Exercise aim >>
Below are some entries; report how many of their lines contain the word "than", giving nothing besides the number.

= Beginning of Section =

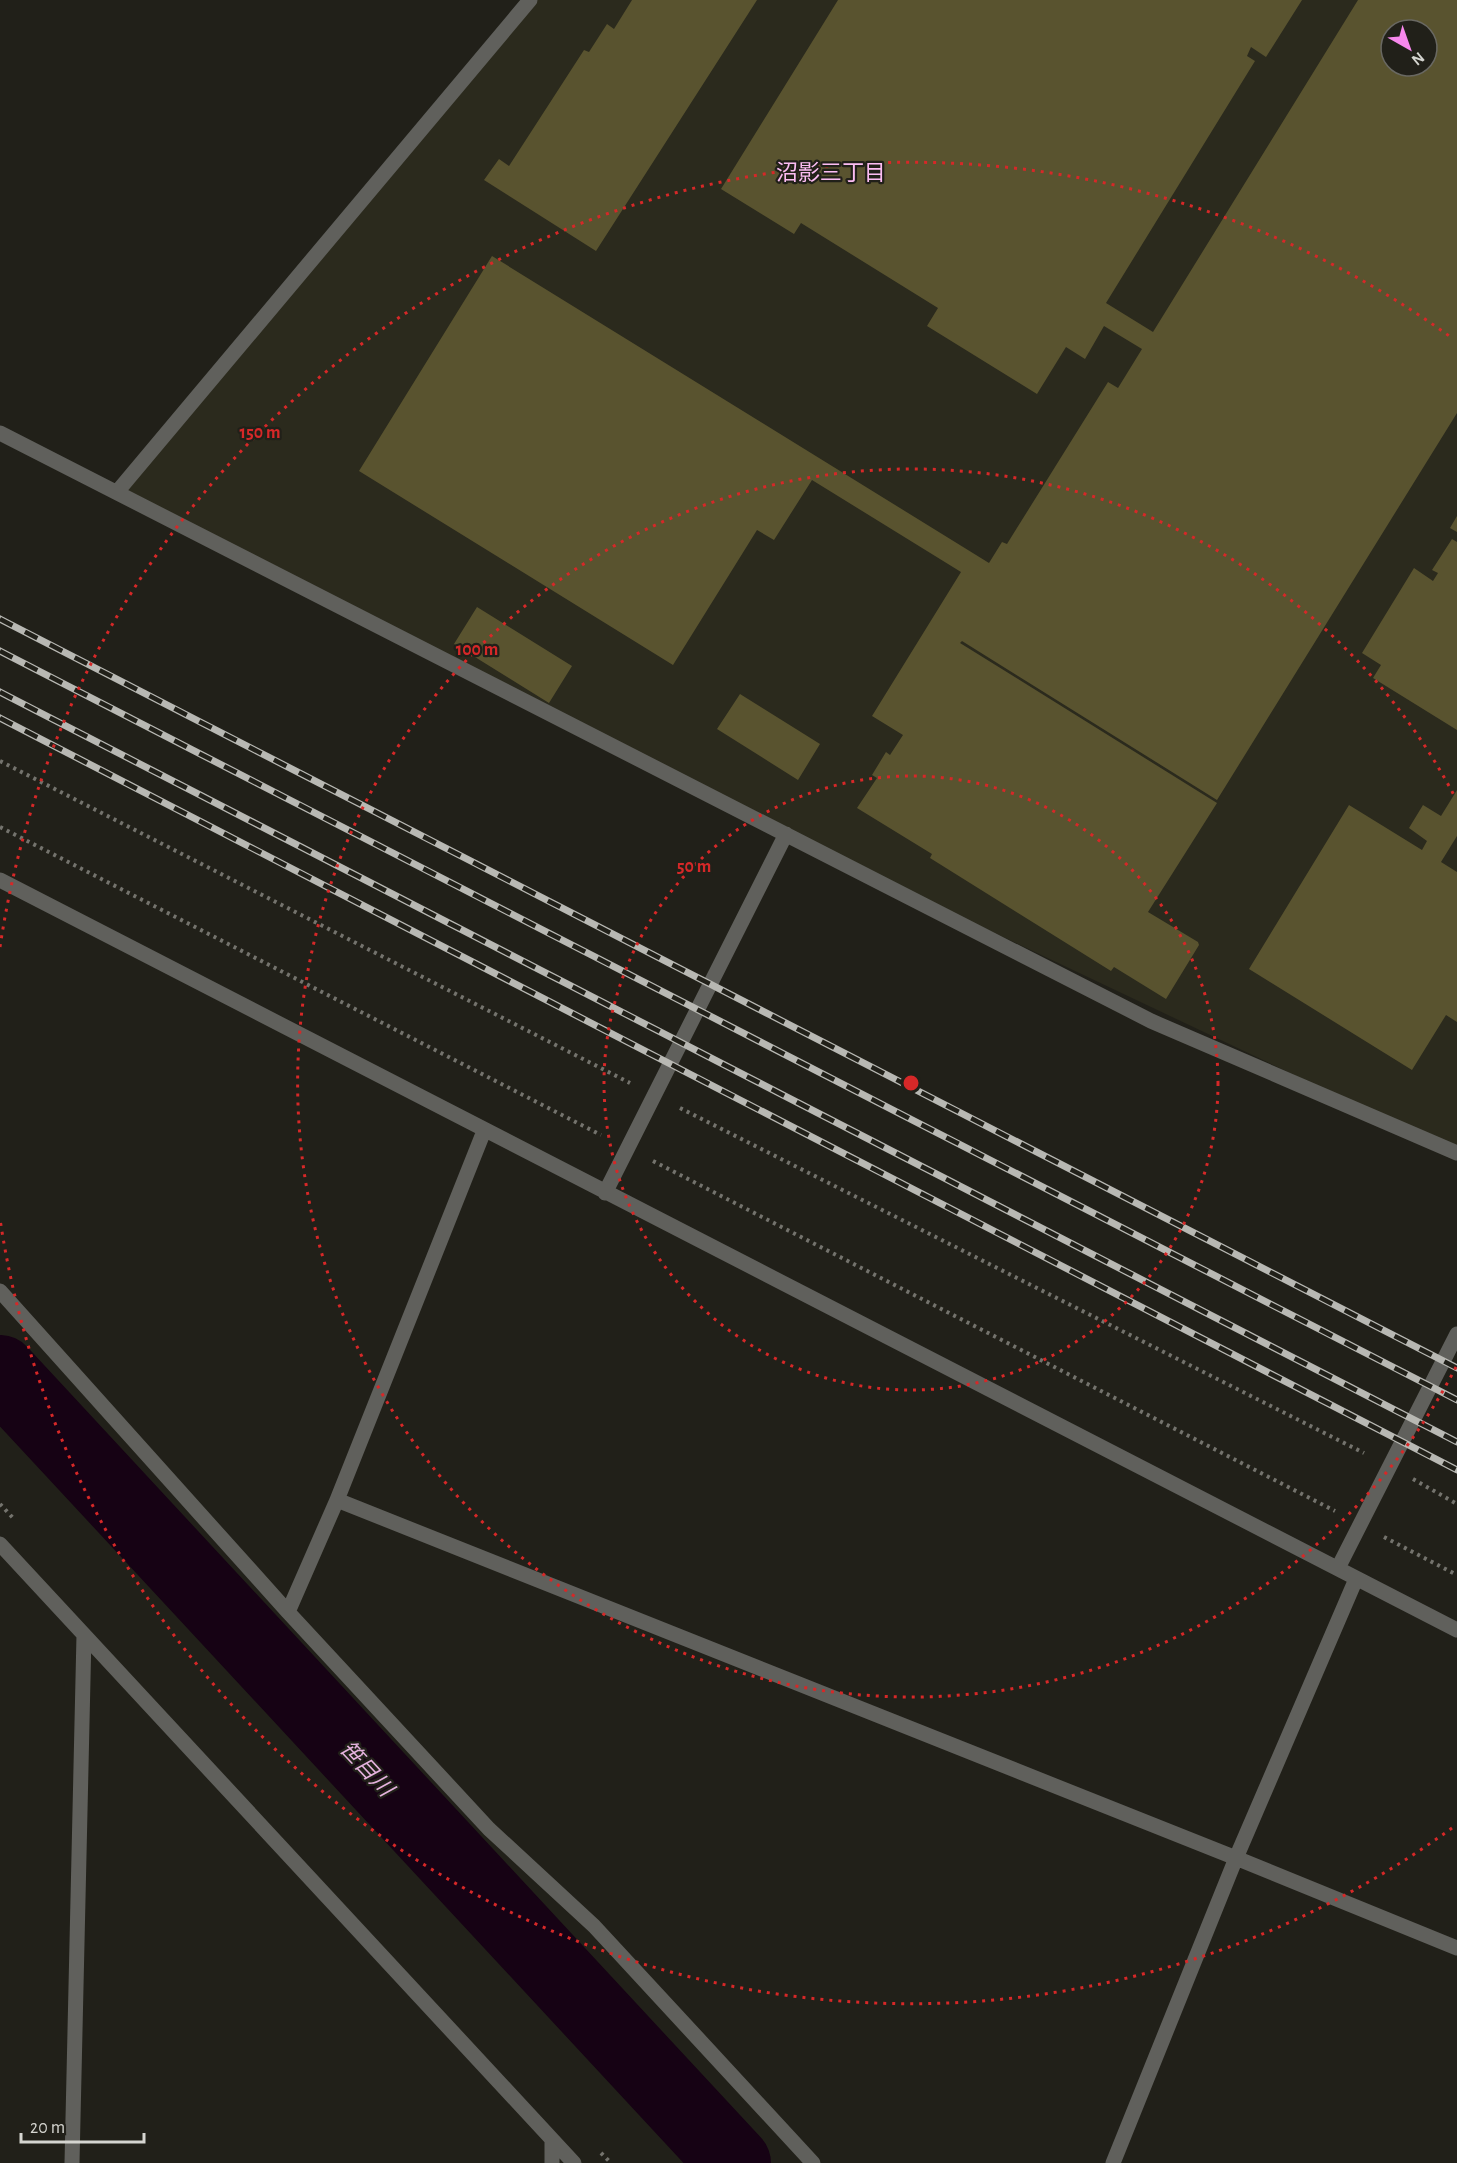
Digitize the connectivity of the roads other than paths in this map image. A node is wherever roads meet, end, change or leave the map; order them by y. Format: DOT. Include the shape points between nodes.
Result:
graph roads {
  1 [pos="530,0"];
  2 [pos="0,433"];
  3 [pos="117,492"];
  4 [pos="786,834"];
  5 [pos="0,880"];
  6 [pos="484,1131"];
  7 [pos="1457,1154"];
  8 [pos="605,1193"];
  9 [pos="0,1291"];
  10 [pos="1457,1334"];
  11 [pos="337,1500"];
  12 [pos="0,1545"];
  13 [pos="1338,1568"];
  14 [pos="1356,1579"];
  15 [pos="288,1612"];
  16 [pos="1457,1630"];
  17 [pos="84,1635"];
  18 [pos="1236,1858"];
  19 [pos="1457,1948"];
  20 [pos="552,2140"];
  21 [pos="72,2163"];
  22 [pos="552,2163"];
  23 [pos="574,2163"];
  24 [pos="813,2163"];
  25 [pos="1113,2163"];
  1 -- 3 [label="street"];
  2 -- 3 [label="street"];
  3 -- 4 [label="street"];
  4 -- 7 [label="street" via="1151,1021"];
  4 -- 8 [label="street"];
  5 -- 6 [label="street"];
  6 -- 8 [label="street"];
  6 -- 11 [label="street"];
  8 -- 13 [label="street"];
  9 -- 15 [label="street"];
  10 -- 13 [label="street"];
  11 -- 15 [label="street"];
  11 -- 18 [label="street"];
  12 -- 17 [label="street"];
  13 -- 14 [label="street"];
  14 -- 16 [label="street"];
  14 -- 18 [label="street"];
  15 -- 24 [label="street" via="489,1829 594,1926"];
  17 -- 20 [label="street"];
  17 -- 21 [label="street"];
  18 -- 19 [label="street"];
  18 -- 25 [label="street"];
  20 -- 22 [label="street"];
  20 -- 23 [label="street"];
}
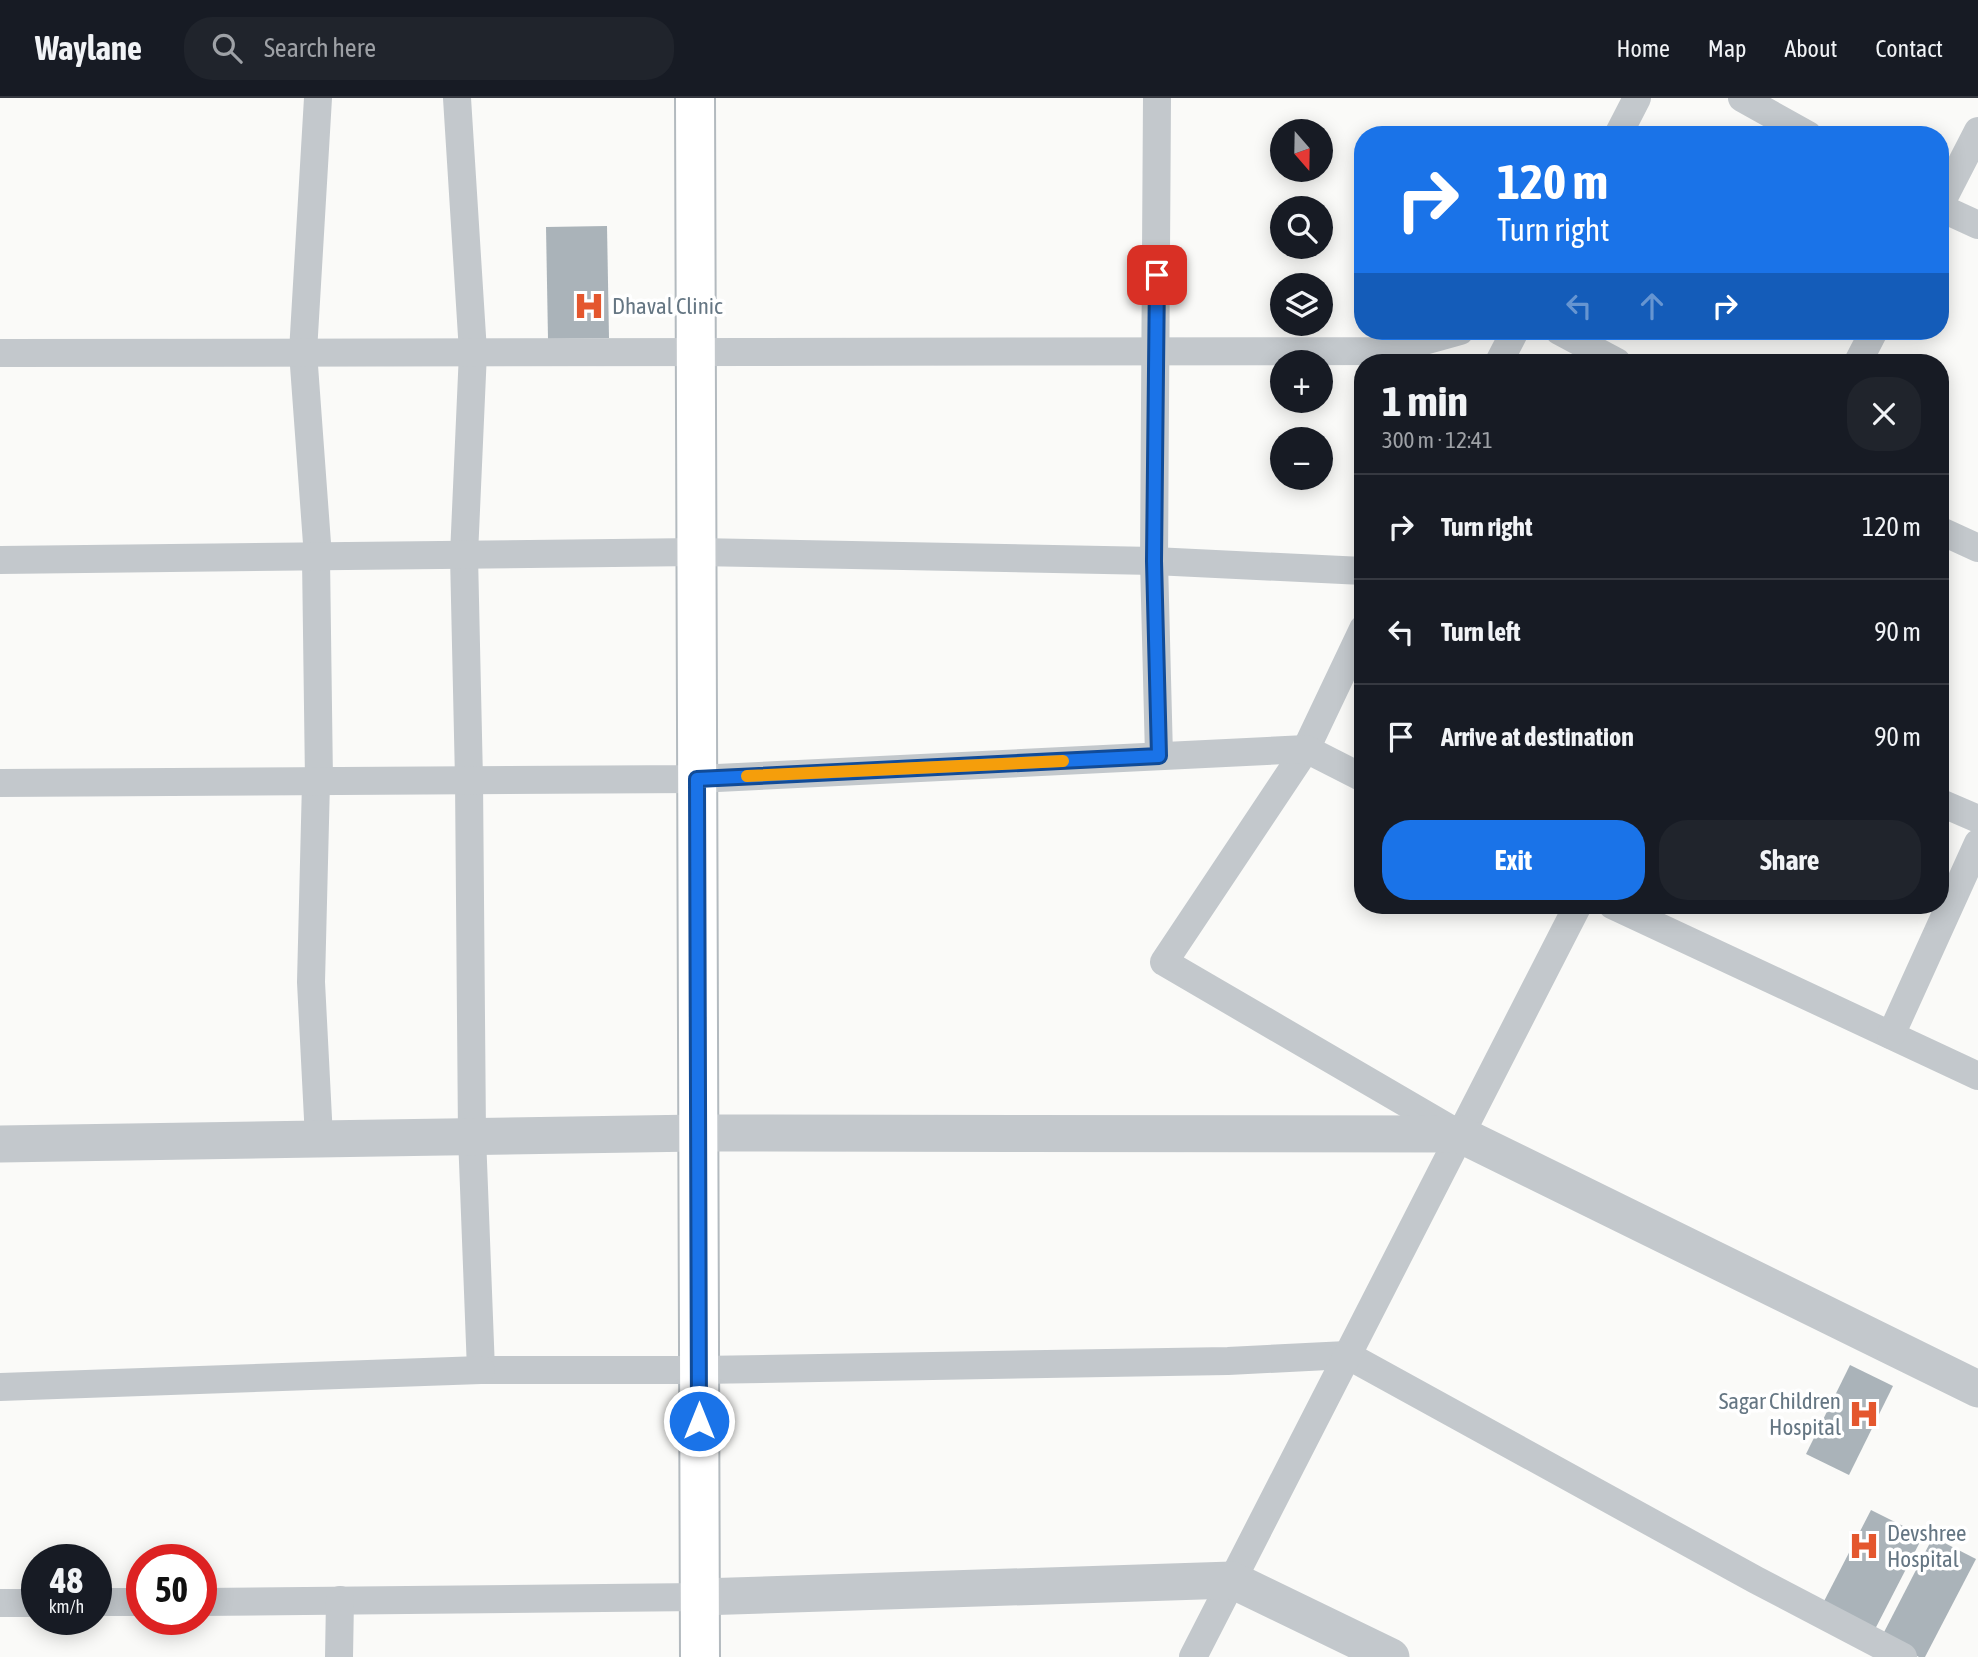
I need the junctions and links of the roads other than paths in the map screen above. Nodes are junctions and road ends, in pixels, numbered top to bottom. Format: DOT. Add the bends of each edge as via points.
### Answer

= End of Section =

Problem solution >>
2